When, later, by reason of my exceeding plainness of feature, I was sent to college to acquire that wisdom that is mistakenly supposed to atone for lack of beauty, my wasteful habit stood me well. For a month I had been tonguetied in the Latin class of a professor who made every fresh occasion of our ignorance on any topic the subject of a philippic against the home, school, and state. When, on a day, this terrible one broke into a lesson with a sneering question as to recent investigations on the sites of some ancient towns that inconsiderately turned up in the notes, I rose to a height, and delivered a review of the work of Flinders Petrie. The class was open-mouthed, and the professor pop-eyed with wonder. They

had not seen me hang over the dishpan with Flinders neatly pinned round the soap-box that fronted my nose. That was but the first time. Equally startled was the botany instructor when I gave some expert information on the variations of the orchid, gathered from my bureau cover. In a literature class, with facts gleaned from the place on the cellar wall where the coalman might put his hand, I delivered an address on the Pre-Raphaelite movement, as shown in the works of Rossetti. The climax of my manifestations of endless knowledge came when I saved an awful dinner-table by conversing with a reformed missionary on the tribal ceremonies of some inner African races. He wondered even while he listened. I had not been sent to dust the leg of a paper-swathed piano for nothing. In spite of my mediocre lessons I became in the course of time a by-word and a Phi Beta Kappa, and — but I hate to write the word. For there are days when I fear that I shall never have use for the facts I have gleaned from the scratchable back of my mahogany chair, on “How to Plan the Trousseau." And to add to the store of my useless information, a gilt-framed ancestor disappeared for the summer behind a sheet that explains with distracting pictures, "What Baby Needs."

NATURE'S LADIES

A YOUNG Woman remonstrated with her sister upon her choice of a costume in which she was to meet a stranger of importance. "Why do you wear a shirtwaist?" she asked. "Don't you want to look like a lady?”
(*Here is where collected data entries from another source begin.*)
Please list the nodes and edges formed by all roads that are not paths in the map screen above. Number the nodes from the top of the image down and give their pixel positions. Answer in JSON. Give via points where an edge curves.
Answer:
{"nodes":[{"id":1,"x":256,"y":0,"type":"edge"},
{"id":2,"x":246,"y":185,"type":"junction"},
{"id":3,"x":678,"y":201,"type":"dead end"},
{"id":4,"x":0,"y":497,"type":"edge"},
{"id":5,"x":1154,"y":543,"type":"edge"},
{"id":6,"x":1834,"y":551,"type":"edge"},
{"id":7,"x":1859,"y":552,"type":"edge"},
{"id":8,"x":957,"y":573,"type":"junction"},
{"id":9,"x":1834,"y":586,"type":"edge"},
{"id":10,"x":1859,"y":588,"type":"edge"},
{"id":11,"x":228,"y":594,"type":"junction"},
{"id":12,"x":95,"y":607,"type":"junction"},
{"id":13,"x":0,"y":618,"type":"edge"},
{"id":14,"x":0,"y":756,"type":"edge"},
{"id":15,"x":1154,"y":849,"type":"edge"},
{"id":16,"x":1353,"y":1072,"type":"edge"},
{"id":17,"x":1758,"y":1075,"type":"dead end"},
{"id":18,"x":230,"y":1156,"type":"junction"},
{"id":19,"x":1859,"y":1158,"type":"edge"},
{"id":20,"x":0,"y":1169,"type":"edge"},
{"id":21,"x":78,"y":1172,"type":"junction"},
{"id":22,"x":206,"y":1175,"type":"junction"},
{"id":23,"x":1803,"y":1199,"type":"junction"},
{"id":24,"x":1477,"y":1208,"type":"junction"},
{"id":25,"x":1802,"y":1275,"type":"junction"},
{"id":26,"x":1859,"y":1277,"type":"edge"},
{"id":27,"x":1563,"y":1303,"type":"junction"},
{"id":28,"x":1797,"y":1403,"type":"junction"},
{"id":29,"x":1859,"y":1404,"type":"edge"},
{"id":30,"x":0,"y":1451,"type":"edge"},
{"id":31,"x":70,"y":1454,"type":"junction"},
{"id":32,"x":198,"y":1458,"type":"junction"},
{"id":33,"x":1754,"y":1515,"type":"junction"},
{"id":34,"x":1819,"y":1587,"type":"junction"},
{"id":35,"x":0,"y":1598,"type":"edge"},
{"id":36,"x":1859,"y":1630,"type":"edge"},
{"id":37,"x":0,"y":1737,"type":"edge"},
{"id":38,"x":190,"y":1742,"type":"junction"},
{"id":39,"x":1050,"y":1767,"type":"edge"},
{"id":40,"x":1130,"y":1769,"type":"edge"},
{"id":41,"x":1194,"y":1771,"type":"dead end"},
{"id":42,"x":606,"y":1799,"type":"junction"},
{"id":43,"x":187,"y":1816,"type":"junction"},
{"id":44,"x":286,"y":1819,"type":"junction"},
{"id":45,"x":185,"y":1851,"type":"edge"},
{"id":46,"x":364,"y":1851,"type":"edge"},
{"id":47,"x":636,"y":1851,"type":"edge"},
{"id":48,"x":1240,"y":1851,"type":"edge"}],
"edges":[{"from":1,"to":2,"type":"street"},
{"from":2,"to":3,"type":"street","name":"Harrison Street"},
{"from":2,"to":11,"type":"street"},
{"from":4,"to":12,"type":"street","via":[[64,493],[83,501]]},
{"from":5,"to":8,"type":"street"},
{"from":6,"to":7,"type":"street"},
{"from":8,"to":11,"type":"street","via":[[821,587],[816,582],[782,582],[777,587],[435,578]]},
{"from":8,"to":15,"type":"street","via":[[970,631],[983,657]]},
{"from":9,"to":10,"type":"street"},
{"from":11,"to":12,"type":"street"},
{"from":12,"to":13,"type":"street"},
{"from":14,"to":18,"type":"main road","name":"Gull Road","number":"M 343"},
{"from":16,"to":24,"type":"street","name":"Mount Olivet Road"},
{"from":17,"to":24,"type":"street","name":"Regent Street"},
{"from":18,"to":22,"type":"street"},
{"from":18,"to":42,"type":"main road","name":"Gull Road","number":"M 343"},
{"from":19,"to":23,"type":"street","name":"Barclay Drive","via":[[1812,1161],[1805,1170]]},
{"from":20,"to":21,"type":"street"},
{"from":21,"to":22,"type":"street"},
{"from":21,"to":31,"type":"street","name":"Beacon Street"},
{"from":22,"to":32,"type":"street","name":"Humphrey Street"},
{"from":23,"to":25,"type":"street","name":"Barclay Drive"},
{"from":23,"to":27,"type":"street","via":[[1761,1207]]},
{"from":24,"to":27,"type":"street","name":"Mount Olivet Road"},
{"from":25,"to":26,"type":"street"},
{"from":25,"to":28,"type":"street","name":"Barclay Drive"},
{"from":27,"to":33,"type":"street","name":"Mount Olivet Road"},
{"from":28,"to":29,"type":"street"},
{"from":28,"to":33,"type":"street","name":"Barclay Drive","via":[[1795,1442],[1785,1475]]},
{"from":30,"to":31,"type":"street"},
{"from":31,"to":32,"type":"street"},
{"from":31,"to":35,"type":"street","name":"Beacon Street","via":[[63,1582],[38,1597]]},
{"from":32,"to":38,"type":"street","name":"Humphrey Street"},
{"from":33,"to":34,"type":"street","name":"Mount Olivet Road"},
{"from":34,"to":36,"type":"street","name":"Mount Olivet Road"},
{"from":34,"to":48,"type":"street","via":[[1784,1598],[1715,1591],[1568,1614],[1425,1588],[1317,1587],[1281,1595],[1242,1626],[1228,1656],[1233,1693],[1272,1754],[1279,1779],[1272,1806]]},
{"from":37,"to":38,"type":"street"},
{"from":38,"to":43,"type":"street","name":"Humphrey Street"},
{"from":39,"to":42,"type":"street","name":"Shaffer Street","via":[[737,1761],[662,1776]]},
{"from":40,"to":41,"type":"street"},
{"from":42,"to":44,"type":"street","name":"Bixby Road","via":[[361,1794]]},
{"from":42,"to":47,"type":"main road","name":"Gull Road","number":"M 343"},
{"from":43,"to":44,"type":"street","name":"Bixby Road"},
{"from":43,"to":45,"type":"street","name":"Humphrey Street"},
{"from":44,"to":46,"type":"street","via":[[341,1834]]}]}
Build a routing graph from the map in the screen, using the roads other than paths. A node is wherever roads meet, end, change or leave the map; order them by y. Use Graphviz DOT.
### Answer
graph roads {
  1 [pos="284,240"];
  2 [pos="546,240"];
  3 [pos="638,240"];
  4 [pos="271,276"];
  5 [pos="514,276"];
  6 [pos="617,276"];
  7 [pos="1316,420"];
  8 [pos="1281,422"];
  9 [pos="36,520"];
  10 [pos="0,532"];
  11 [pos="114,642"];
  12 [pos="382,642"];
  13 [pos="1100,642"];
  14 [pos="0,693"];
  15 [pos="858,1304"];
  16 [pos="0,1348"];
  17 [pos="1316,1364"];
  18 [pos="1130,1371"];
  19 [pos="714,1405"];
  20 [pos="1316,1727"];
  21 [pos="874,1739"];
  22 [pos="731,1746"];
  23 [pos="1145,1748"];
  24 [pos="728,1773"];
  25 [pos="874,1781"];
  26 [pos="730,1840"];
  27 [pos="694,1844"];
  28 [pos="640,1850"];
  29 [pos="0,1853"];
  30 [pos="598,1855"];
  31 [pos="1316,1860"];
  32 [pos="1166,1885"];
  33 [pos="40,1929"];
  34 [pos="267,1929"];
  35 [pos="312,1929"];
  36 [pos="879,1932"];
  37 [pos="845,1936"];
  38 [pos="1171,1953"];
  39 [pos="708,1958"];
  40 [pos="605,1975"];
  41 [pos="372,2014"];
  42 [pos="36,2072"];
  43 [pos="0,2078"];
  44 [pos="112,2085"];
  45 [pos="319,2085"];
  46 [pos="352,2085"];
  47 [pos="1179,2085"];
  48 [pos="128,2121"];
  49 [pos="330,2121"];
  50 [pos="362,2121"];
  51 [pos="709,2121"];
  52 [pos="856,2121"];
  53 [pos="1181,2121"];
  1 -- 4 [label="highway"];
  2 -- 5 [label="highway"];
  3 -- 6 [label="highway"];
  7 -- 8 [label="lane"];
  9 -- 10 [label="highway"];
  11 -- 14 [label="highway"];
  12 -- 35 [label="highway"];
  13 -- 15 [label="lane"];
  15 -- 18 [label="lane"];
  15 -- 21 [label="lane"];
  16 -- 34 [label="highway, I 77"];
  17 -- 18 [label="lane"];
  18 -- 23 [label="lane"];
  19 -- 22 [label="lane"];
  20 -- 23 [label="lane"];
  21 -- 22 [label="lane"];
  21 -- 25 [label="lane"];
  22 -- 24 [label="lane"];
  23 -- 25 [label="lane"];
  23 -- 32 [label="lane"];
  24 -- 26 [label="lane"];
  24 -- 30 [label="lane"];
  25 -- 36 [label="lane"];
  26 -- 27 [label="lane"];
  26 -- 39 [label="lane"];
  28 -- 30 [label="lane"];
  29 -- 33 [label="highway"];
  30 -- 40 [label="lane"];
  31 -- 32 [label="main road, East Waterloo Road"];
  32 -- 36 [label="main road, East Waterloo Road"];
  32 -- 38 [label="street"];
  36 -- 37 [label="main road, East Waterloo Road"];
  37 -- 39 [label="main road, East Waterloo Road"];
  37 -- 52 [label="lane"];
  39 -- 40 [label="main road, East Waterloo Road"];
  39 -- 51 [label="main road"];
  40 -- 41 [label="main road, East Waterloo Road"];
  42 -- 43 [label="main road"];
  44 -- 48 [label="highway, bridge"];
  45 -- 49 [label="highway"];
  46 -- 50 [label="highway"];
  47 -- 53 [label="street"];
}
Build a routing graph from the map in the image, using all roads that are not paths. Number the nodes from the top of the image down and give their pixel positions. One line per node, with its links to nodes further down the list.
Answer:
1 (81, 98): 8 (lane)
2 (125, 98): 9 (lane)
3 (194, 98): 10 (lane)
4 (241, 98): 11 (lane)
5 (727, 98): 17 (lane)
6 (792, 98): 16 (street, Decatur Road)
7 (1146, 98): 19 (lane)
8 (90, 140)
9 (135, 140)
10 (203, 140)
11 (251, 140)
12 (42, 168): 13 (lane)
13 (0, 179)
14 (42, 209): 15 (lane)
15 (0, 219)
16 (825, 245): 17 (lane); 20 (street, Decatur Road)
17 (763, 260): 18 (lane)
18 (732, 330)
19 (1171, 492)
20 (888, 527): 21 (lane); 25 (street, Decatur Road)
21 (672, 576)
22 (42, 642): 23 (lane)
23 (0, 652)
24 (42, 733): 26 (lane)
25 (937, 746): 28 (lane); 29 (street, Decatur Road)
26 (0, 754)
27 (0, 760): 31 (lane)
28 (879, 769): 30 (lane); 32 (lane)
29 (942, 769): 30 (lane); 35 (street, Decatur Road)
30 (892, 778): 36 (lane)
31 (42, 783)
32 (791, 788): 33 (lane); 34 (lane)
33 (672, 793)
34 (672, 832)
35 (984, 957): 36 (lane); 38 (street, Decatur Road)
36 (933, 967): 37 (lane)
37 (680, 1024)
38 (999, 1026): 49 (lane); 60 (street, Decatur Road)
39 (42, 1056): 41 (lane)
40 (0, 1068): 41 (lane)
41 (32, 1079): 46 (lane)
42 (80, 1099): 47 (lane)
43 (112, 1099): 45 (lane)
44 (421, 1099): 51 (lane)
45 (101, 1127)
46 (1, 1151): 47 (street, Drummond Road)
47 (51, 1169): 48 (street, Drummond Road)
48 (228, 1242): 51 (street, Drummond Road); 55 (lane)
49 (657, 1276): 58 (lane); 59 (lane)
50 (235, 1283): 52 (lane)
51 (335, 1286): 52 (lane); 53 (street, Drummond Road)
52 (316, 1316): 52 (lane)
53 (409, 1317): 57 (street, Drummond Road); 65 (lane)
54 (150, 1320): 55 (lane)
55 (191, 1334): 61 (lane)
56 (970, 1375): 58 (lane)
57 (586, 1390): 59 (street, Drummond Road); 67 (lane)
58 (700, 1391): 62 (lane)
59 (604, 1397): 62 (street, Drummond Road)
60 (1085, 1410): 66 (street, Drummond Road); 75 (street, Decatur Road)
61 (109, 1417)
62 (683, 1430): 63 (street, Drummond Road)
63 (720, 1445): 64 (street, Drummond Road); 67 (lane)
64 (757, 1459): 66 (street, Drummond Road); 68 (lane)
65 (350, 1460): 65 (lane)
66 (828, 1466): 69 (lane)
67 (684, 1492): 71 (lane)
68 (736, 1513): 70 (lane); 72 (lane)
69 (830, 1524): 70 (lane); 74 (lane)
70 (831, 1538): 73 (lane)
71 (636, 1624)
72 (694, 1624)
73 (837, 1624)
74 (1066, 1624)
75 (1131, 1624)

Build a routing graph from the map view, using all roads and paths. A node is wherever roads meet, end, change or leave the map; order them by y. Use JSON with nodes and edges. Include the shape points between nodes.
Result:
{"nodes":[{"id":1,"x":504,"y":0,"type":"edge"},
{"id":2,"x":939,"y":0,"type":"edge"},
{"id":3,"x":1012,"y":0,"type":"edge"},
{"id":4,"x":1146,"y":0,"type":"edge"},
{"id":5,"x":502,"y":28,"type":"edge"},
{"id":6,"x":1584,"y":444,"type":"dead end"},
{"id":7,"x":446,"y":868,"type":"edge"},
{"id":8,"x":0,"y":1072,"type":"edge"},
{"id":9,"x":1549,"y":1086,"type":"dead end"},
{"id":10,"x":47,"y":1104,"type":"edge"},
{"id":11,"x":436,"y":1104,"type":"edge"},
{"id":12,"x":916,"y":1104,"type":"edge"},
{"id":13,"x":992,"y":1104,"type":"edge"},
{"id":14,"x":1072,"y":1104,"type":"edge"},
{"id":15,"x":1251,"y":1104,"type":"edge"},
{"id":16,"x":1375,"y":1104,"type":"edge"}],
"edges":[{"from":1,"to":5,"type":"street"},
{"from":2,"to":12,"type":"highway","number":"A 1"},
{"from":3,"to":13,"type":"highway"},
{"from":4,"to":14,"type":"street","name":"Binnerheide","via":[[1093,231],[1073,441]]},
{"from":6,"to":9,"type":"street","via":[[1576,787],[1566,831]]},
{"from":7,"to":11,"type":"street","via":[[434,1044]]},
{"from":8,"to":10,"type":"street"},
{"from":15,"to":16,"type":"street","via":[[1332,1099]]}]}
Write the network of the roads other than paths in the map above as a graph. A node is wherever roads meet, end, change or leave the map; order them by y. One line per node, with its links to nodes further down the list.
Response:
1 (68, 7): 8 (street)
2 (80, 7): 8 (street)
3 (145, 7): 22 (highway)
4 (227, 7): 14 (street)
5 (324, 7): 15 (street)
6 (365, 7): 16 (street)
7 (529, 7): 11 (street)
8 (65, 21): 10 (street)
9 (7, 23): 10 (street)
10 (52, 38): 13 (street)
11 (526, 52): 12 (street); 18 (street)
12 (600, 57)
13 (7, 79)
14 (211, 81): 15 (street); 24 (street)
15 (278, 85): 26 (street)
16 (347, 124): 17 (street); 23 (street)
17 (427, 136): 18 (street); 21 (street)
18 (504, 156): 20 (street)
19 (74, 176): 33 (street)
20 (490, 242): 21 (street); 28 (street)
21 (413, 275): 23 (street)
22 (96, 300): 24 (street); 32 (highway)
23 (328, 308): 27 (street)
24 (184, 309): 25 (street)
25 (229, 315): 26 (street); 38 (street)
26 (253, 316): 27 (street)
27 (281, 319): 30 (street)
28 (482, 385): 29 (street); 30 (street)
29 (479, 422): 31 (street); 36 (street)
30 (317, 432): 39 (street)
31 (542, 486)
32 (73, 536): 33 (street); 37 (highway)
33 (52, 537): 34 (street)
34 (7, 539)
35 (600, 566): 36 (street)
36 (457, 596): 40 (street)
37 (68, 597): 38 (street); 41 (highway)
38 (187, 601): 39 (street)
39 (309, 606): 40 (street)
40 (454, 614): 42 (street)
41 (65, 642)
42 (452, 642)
“I'm a self-made lady," the sister replied. "I'm one of Nature's ladies."

Now the question as to whether Nature can turn out ladies as she is said to furnish gentlemen is one open to discussion. One will say that she does; that a feminine creature of good moral character, of gentle manners, of careful grammar, and irreproachable turnovers cannot help being a lady. This appears a broad-mind

ed and reasonable statement; but there will be found dissenters.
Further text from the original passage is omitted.